**ACTIVITY:**
With the pictures removed, set down all of the entries below exactly.
Segment Start: MATERIAL FOR THE TASK
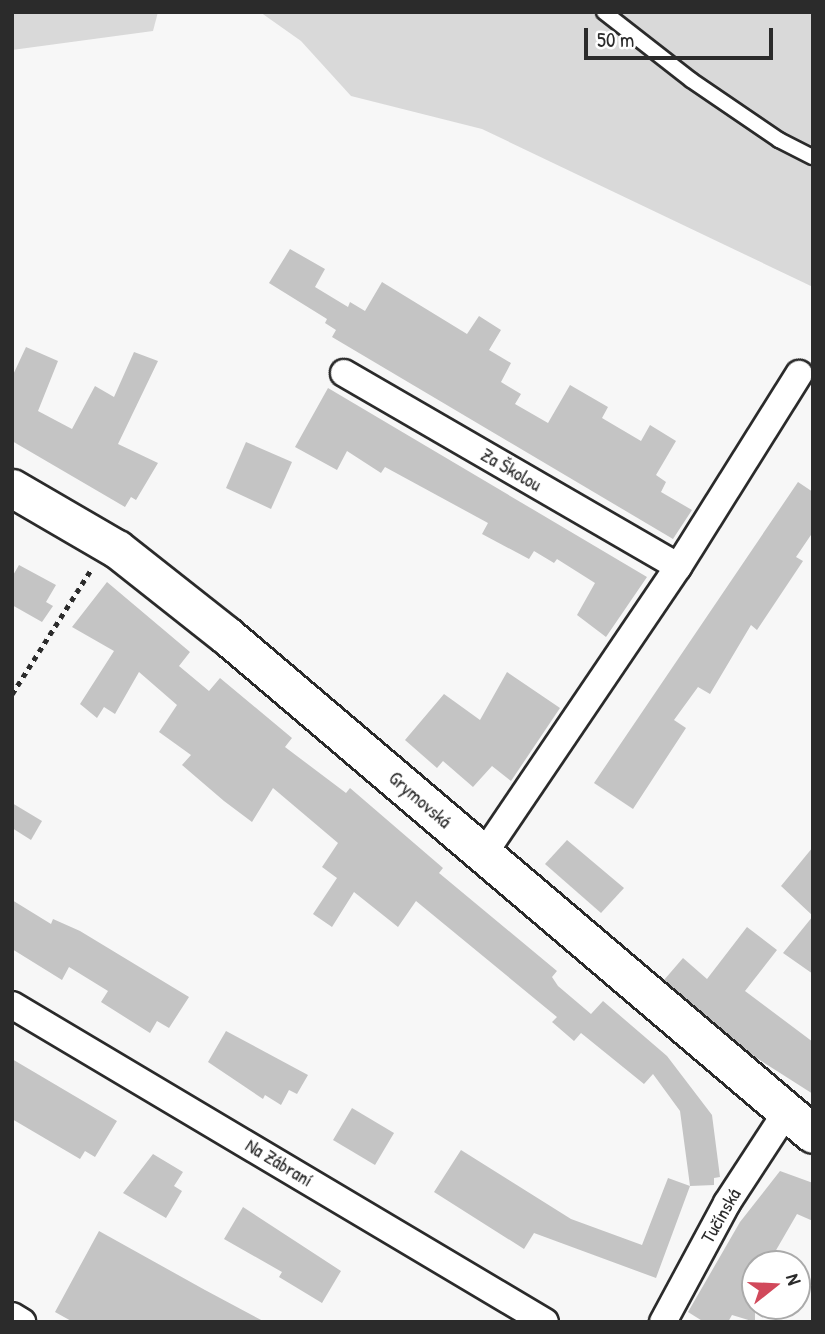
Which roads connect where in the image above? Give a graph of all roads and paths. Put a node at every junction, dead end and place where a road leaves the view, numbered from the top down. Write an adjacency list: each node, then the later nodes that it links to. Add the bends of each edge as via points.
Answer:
1 (604, 12): 2 (lane, via 691,80 779,140)
2 (813, 156)
3 (344, 373): 7 (street, Za Školou)
4 (799, 374): 7 (street)
5 (12, 488): 6 (main road, Grymovská)
6 (107, 543): 8 (path); 9 (main road, Grymovská, via 226,635)
7 (678, 567): 9 (street)
8 (12, 694)
9 (483, 855): 11 (main road, Grymovská)
10 (12, 1005): 14 (street, Na Zábraní)
11 (799, 1124): 15 (street, Tučínská, via 727,1202)
12 (12, 1316): 13 (street)
13 (22, 1322)
14 (545, 1322)
15 (663, 1322)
Segment End: MATERIAL FOR THE TASK
**SOLUTION FOR THIS PROBLEM:**
Which roads connect where in the image above? Give a graph of all roads and paths. Put a node at every junction, dead end and place where a road leaves the view, numbered from the top down. Write an adjacency list: each node, then the later nodes that it links to. Add the bends of each edge as via points.
Answer:
1 (604, 12): 2 (lane, via 691,80 779,140)
2 (813, 156)
3 (344, 373): 7 (street, Za Školou)
4 (799, 374): 7 (street)
5 (12, 488): 6 (main road, Grymovská)
6 (107, 543): 8 (path); 9 (main road, Grymovská, via 226,635)
7 (678, 567): 9 (street)
8 (12, 694)
9 (483, 855): 11 (main road, Grymovská)
10 (12, 1005): 14 (street, Na Zábraní)
11 (799, 1124): 15 (street, Tučínská, via 727,1202)
12 (12, 1316): 13 (street)
13 (22, 1322)
14 (545, 1322)
15 (663, 1322)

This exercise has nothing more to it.